Assigned task: Each entry below is to be written out exactly, and the pictures are to be left out.

--- Dataset records ---

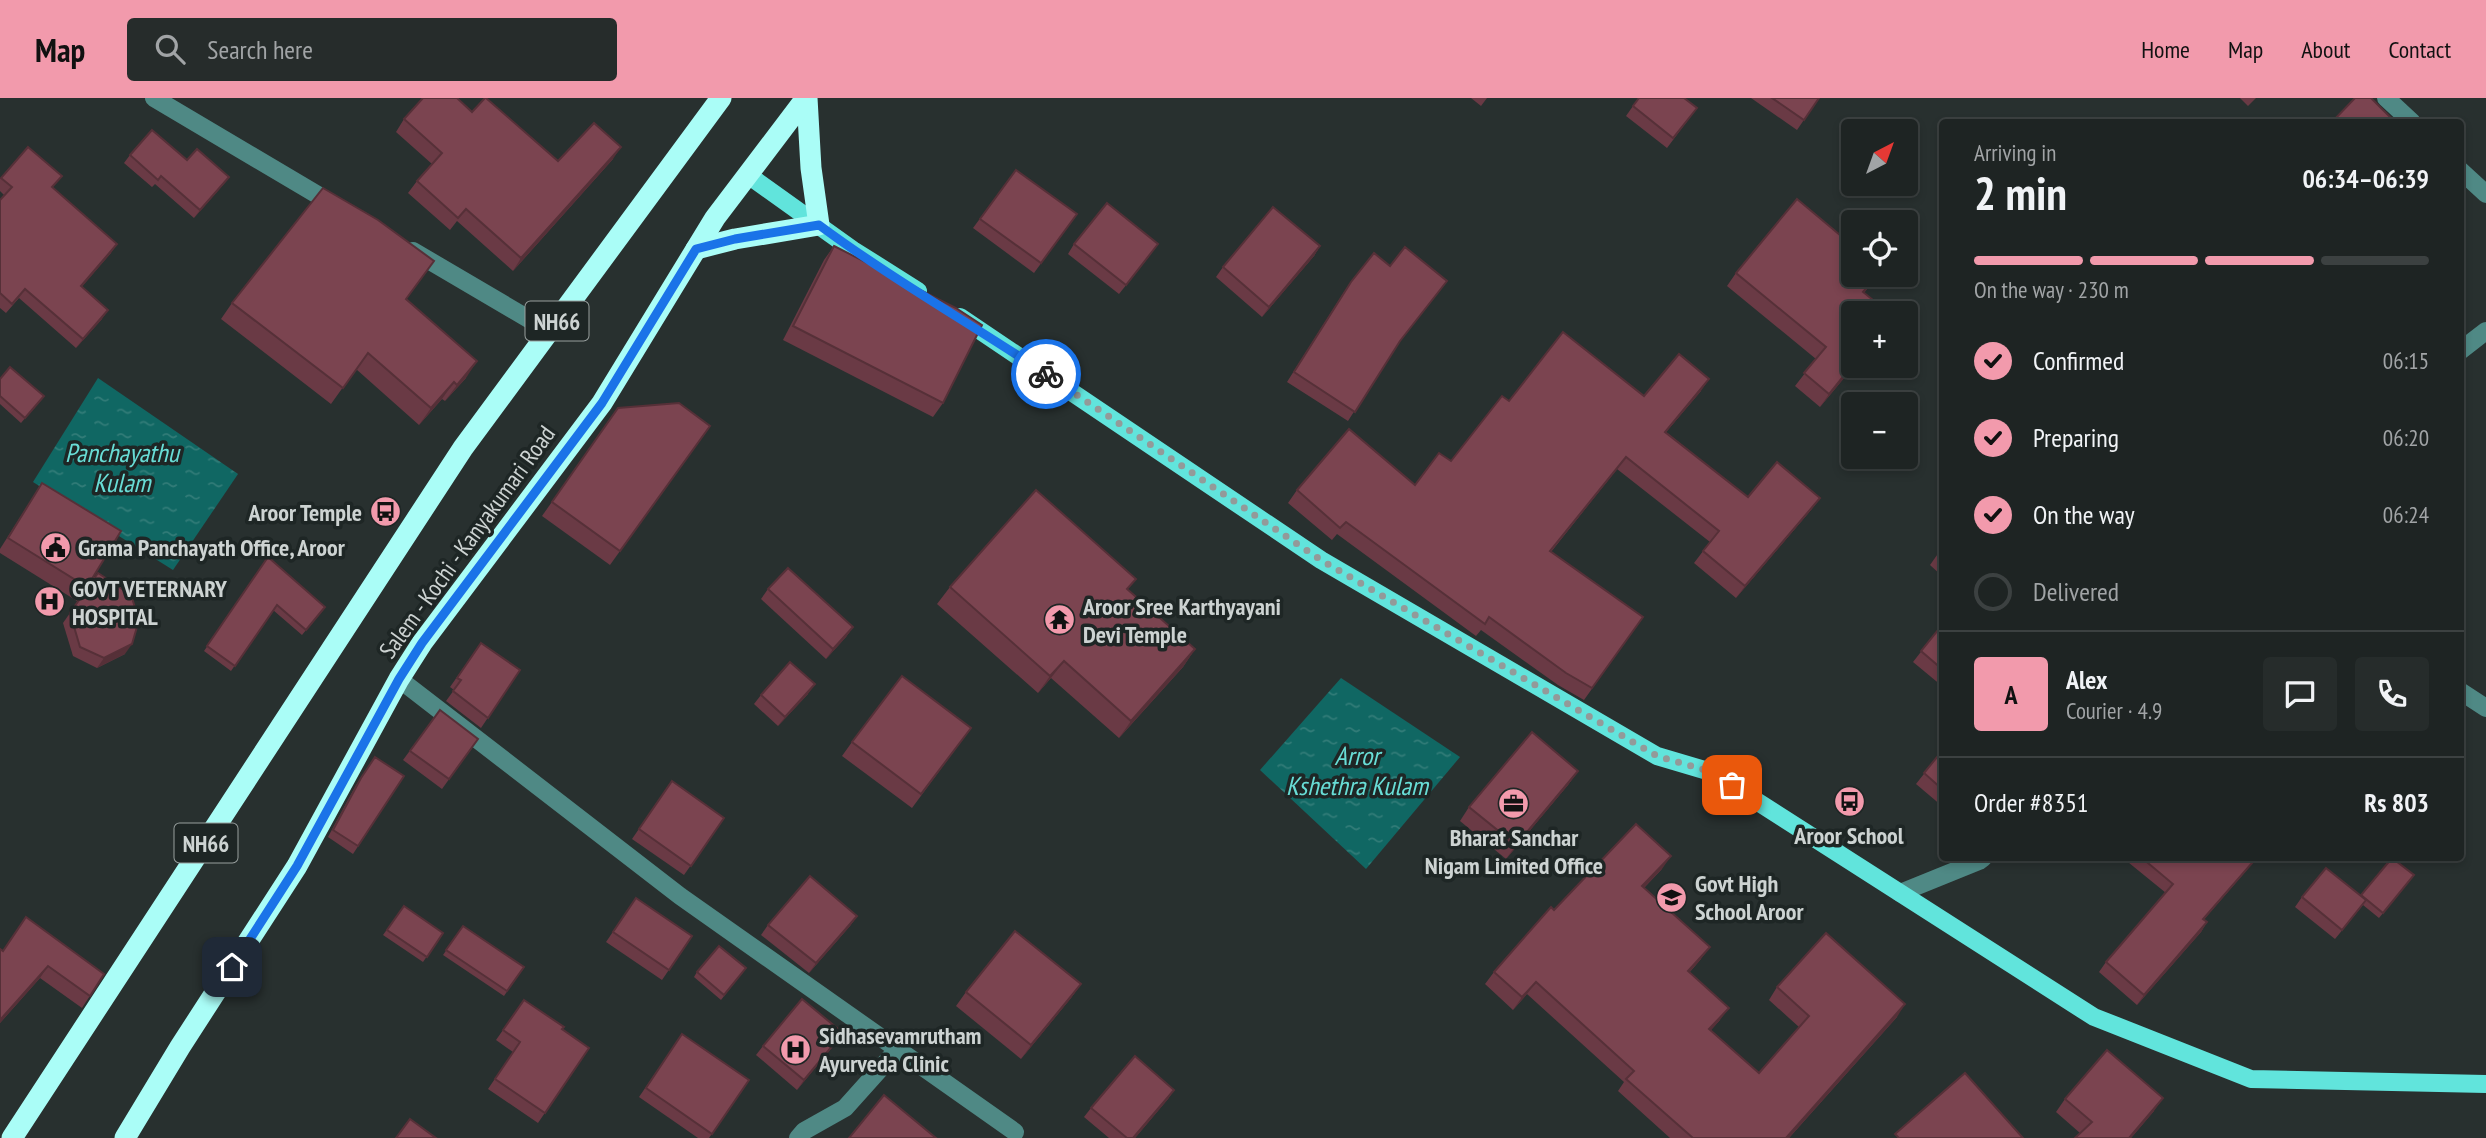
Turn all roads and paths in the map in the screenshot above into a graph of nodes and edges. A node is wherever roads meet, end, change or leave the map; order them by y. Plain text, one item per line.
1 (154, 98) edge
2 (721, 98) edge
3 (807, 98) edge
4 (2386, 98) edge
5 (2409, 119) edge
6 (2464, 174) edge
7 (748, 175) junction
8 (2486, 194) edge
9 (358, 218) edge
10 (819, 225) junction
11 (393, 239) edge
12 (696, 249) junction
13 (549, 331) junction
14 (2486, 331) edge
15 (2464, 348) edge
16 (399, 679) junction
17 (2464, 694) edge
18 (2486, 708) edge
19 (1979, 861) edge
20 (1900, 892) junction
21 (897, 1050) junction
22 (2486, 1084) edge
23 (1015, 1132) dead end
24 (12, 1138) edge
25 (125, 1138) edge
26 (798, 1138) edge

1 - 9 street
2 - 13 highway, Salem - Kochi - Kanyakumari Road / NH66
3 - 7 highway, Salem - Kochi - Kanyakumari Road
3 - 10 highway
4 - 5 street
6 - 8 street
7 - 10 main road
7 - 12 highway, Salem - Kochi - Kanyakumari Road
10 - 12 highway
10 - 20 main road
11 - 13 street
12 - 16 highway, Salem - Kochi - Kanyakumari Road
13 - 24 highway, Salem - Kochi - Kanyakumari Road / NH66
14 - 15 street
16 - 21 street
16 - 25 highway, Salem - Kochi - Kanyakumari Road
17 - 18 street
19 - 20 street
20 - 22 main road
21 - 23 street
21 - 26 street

---

Task result:
Turn all roads and paths in the map in the screenshot above into a graph of nodes and edges. A node is wherever roads meet, end, change or leave the map; order them by y. Plain text, one item per line.
1 (154, 98) edge
2 (721, 98) edge
3 (807, 98) edge
4 (2386, 98) edge
5 (2409, 119) edge
6 (2464, 174) edge
7 (748, 175) junction
8 (2486, 194) edge
9 (358, 218) edge
10 (819, 225) junction
11 (393, 239) edge
12 (696, 249) junction
13 (549, 331) junction
14 (2486, 331) edge
15 (2464, 348) edge
16 (399, 679) junction
17 (2464, 694) edge
18 (2486, 708) edge
19 (1979, 861) edge
20 (1900, 892) junction
21 (897, 1050) junction
22 (2486, 1084) edge
23 (1015, 1132) dead end
24 (12, 1138) edge
25 (125, 1138) edge
26 (798, 1138) edge

1 - 9 street
2 - 13 highway, Salem - Kochi - Kanyakumari Road / NH66
3 - 7 highway, Salem - Kochi - Kanyakumari Road
3 - 10 highway
4 - 5 street
6 - 8 street
7 - 10 main road
7 - 12 highway, Salem - Kochi - Kanyakumari Road
10 - 12 highway
10 - 20 main road
11 - 13 street
12 - 16 highway, Salem - Kochi - Kanyakumari Road
13 - 24 highway, Salem - Kochi - Kanyakumari Road / NH66
14 - 15 street
16 - 21 street
16 - 25 highway, Salem - Kochi - Kanyakumari Road
17 - 18 street
19 - 20 street
20 - 22 main road
21 - 23 street
21 - 26 street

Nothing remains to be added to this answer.